Restate word for word the lines that run from the one containing "Input: one rendered" to the last line of the data, both ends included.

Top of Records

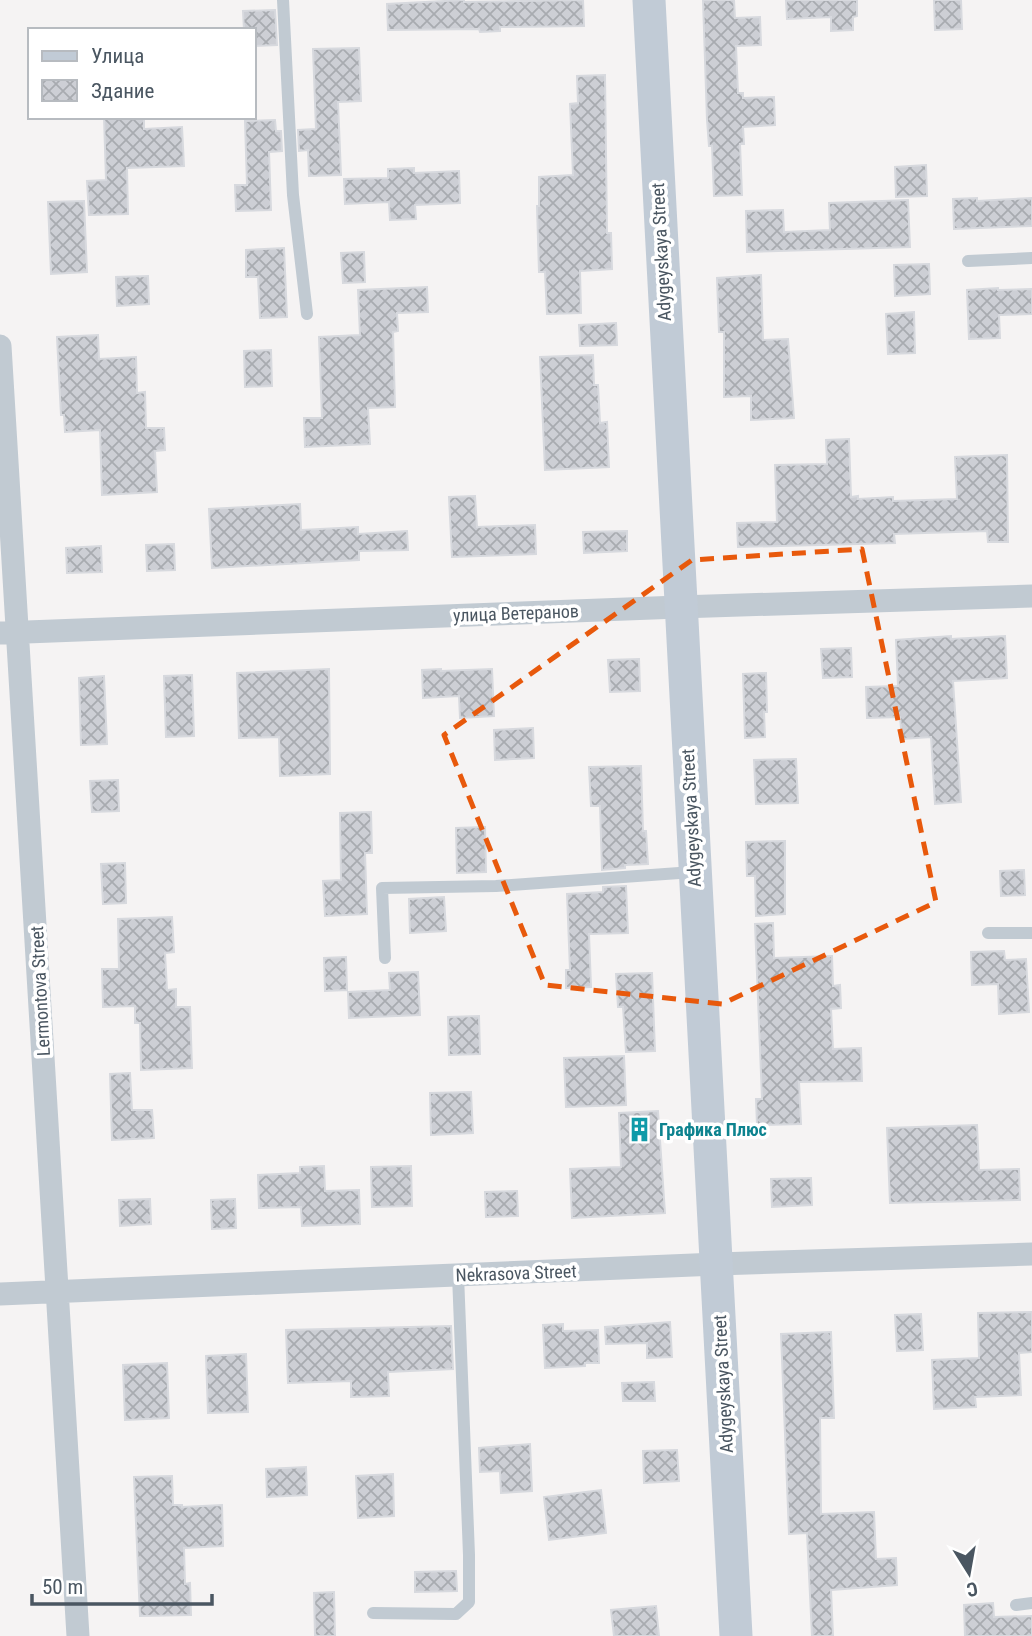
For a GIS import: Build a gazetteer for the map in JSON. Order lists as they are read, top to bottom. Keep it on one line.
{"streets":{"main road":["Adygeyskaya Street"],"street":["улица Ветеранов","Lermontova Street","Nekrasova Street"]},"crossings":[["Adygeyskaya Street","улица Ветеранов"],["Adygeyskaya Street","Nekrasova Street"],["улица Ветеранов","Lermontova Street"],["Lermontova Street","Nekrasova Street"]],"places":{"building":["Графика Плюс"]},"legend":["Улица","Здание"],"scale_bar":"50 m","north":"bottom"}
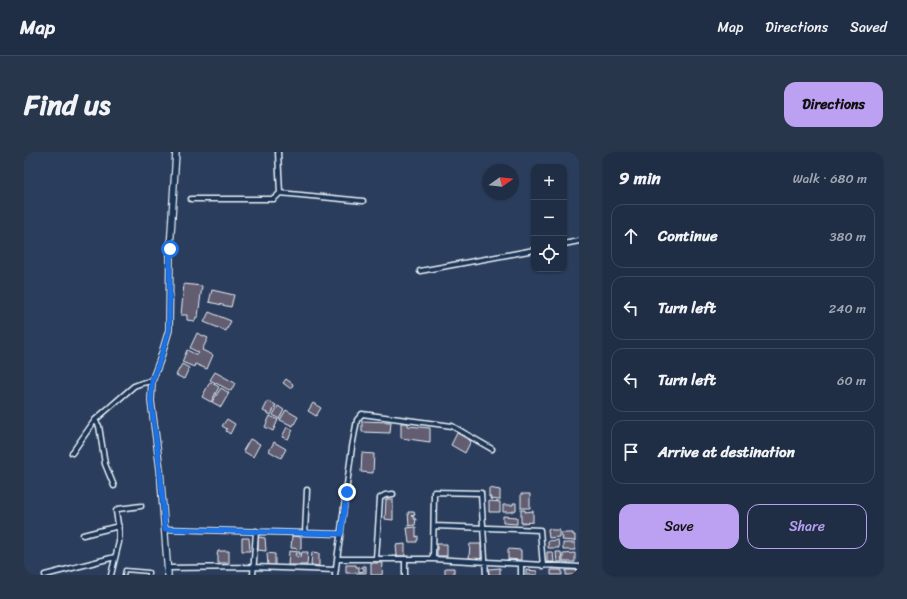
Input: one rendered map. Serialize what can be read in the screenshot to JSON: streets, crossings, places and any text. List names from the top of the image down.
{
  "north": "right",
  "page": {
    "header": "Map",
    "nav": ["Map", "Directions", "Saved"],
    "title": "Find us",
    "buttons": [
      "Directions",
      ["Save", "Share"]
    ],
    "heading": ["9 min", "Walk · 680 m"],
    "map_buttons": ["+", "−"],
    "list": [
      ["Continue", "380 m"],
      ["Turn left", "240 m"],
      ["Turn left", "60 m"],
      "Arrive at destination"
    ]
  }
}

Bottom of Records

Result of this task:
Input: one rendered map. Serialize what can be read in the screenshot to JSON: streets, crossings, places and any text. List names from the top of the image down.
{
  "north": "right",
  "page": {
    "header": "Map",
    "nav": ["Map", "Directions", "Saved"],
    "title": "Find us",
    "buttons": [
      "Directions",
      ["Save", "Share"]
    ],
    "heading": ["9 min", "Walk · 680 m"],
    "map_buttons": ["+", "−"],
    "list": [
      ["Continue", "380 m"],
      ["Turn left", "240 m"],
      ["Turn left", "60 m"],
      "Arrive at destination"
    ]
  }
}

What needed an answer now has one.